» ASSIGNMENT
From the data below, copy out every line in which the word "edge" occurs.

» INPUT
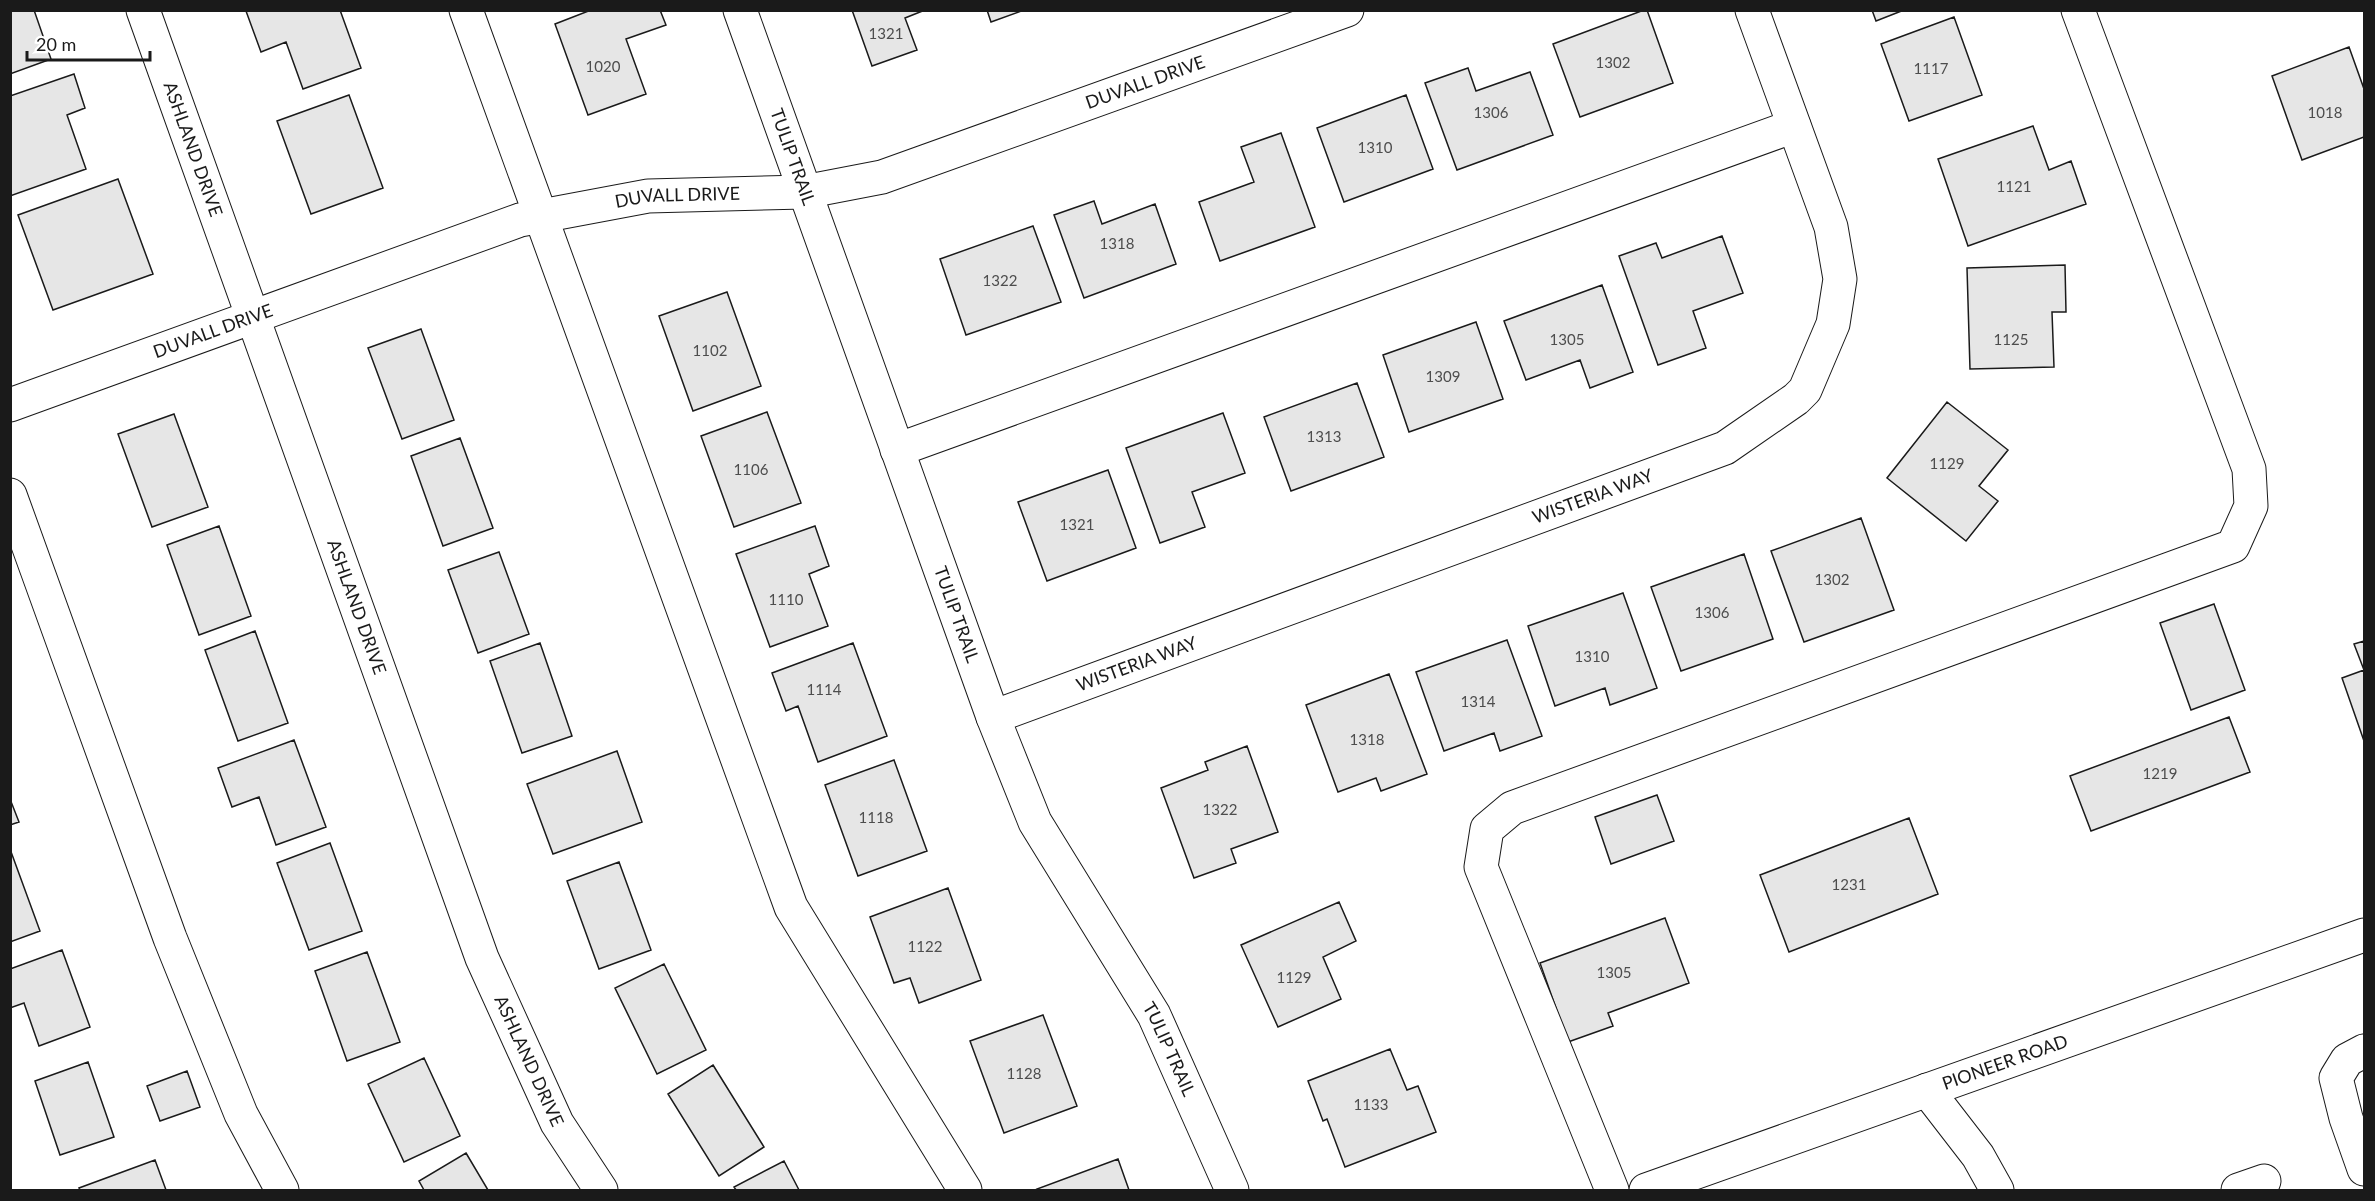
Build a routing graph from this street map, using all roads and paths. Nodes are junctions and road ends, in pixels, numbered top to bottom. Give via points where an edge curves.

...

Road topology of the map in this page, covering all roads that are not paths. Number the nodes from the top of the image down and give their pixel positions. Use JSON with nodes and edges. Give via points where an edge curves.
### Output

» SOLUTION FOR THIS EXERCISE
Build a routing graph from this street map, using all roads and paths. Nodes are junctions and road ends, in pixels, numbered top to bottom. Give via points where an edge curves.
Road topology of the map in this page, covering all roads that are not paths. Number the nodes from the top of the image down and give their pixel positions. Use JSON with nodes and edges. Give via points where an edge curves.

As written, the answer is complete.